(Collected data entries)
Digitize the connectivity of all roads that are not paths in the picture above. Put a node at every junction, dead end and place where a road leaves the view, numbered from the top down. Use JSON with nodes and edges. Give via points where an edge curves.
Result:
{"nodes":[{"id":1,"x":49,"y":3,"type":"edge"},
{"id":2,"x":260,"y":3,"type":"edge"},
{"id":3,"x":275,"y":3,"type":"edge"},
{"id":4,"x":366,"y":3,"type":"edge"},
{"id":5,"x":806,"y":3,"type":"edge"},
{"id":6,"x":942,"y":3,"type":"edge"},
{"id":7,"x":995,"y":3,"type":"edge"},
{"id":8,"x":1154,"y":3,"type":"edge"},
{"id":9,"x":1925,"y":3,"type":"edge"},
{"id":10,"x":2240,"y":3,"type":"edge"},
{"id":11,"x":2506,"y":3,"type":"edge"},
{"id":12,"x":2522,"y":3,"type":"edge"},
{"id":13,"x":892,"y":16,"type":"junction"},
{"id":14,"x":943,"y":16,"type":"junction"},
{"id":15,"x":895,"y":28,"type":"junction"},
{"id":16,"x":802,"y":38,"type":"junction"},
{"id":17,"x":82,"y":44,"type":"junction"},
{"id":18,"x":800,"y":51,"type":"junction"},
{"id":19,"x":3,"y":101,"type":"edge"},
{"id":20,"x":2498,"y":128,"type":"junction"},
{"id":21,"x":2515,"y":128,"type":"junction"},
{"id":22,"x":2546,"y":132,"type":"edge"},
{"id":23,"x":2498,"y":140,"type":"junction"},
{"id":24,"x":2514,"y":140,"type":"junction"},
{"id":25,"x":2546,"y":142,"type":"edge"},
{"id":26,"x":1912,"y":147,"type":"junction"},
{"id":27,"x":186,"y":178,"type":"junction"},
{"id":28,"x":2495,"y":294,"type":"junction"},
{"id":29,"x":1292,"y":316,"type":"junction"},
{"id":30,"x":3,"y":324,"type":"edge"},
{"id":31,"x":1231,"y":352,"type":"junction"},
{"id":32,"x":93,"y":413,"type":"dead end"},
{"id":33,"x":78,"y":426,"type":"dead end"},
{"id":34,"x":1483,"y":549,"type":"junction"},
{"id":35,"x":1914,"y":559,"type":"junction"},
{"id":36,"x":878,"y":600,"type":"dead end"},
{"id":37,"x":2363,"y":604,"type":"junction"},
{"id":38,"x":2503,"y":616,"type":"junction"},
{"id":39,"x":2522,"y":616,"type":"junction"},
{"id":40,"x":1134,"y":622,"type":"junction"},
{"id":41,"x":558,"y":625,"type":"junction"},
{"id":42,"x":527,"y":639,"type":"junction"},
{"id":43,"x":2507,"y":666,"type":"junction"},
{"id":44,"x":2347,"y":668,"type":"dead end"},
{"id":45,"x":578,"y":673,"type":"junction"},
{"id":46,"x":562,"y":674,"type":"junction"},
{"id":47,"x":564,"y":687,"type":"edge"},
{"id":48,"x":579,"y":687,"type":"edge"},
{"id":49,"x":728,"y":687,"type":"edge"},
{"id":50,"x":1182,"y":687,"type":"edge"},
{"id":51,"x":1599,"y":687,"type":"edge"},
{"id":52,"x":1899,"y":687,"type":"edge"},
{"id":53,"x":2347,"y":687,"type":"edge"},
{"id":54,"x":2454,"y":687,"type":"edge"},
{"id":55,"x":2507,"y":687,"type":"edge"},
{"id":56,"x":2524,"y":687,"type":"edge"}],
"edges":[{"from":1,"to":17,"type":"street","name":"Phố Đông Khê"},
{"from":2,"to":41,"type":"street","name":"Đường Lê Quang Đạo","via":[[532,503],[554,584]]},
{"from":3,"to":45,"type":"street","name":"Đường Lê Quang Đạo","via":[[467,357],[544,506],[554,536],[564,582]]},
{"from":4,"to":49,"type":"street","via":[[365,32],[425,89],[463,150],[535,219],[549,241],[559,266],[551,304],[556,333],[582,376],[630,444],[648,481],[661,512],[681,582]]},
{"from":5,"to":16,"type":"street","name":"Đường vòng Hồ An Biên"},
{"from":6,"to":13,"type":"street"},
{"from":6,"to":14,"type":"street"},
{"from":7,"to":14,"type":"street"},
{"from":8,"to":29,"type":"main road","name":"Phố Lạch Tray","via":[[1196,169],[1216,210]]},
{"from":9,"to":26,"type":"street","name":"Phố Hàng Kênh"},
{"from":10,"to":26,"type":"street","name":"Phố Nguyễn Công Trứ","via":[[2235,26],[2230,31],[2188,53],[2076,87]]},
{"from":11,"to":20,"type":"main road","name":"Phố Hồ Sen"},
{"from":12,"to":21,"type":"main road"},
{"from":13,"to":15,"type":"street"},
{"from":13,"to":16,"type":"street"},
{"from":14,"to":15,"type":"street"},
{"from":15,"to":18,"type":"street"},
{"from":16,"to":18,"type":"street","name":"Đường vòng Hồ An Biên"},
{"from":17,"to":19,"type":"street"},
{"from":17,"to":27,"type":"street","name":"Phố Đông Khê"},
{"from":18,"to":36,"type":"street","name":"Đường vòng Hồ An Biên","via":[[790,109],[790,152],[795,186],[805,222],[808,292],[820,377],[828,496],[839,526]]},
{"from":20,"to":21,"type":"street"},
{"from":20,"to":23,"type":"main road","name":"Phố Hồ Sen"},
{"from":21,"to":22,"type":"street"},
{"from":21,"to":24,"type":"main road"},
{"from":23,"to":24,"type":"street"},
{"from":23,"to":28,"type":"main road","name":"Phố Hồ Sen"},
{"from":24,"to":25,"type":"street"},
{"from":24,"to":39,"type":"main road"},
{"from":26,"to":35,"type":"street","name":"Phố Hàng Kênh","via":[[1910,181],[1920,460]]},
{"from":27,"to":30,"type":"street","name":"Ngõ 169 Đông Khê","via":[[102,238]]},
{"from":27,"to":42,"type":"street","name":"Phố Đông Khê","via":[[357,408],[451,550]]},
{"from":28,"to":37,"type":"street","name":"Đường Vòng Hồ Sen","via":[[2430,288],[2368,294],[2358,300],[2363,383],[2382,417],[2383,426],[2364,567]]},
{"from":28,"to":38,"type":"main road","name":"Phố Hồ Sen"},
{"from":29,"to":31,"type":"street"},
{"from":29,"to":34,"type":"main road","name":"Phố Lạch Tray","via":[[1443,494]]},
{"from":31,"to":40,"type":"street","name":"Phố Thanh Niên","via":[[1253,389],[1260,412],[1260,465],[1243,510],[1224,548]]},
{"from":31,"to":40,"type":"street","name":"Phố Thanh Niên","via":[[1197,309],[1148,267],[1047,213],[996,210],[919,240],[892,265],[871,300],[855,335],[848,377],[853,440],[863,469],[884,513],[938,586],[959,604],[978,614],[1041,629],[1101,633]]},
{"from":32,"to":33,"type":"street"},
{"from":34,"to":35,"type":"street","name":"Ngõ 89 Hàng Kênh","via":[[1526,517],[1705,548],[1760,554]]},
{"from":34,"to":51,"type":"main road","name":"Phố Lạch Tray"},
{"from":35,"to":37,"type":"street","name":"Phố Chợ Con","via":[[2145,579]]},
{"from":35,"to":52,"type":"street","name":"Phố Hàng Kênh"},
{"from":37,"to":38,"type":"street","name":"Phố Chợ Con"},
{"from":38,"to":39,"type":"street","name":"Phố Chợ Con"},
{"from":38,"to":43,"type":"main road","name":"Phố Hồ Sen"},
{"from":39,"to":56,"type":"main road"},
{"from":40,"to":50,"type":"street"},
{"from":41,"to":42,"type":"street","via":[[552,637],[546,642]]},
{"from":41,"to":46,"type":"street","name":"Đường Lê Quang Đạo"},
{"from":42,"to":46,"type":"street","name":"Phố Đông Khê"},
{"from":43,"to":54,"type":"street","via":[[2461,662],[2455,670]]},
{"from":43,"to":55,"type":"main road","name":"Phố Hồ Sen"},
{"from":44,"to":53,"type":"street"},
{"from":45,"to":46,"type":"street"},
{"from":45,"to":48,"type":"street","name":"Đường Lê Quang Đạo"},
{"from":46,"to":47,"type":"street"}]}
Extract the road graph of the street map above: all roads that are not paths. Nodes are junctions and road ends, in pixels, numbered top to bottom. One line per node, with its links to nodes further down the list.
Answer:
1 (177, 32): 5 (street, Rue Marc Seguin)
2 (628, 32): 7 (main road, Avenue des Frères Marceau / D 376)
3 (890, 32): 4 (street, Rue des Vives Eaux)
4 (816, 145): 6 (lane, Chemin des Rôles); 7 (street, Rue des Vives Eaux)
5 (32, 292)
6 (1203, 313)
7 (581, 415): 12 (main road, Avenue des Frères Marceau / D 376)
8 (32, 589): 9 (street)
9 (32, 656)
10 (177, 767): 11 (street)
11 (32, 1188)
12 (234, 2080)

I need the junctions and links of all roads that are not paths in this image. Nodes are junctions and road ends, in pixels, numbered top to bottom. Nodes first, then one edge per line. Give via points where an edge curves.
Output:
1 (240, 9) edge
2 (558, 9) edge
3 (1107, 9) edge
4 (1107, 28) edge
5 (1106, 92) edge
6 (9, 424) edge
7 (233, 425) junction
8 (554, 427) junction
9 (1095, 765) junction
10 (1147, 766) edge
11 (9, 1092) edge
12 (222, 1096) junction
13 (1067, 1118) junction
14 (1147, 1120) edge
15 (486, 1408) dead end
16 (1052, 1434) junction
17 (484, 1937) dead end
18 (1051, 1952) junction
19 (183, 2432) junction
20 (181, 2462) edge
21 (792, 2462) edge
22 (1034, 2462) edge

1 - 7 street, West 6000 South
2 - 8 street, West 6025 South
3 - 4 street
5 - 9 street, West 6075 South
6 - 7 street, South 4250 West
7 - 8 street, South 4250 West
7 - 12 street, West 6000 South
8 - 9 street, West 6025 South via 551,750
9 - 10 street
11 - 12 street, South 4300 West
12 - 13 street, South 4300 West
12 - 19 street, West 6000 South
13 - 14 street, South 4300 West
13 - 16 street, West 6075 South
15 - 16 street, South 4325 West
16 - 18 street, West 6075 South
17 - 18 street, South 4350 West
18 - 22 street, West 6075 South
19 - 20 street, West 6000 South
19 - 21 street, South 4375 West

What you will do:
From the entries above, restate word for word the lines from the line containing "Extract the road" to the line containing "I need the junctions", both ends included, and nothing more.

Answer to the problem:
Extract the road graph of the street map above: all roads that are not paths. Nodes are junctions and road ends, in pixels, numbered top to bottom. One line per node, with its links to nodes further down the list.
Answer:
1 (177, 32): 5 (street, Rue Marc Seguin)
2 (628, 32): 7 (main road, Avenue des Frères Marceau / D 376)
3 (890, 32): 4 (street, Rue des Vives Eaux)
4 (816, 145): 6 (lane, Chemin des Rôles); 7 (street, Rue des Vives Eaux)
5 (32, 292)
6 (1203, 313)
7 (581, 415): 12 (main road, Avenue des Frères Marceau / D 376)
8 (32, 589): 9 (street)
9 (32, 656)
10 (177, 767): 11 (street)
11 (32, 1188)
12 (234, 2080)

I need the junctions and links of all roads that are not paths in this image. Nodes are junctions and road ends, in pixels, numbered top to bottom. Nodes first, then one edge per line. Give via points where an edge curves.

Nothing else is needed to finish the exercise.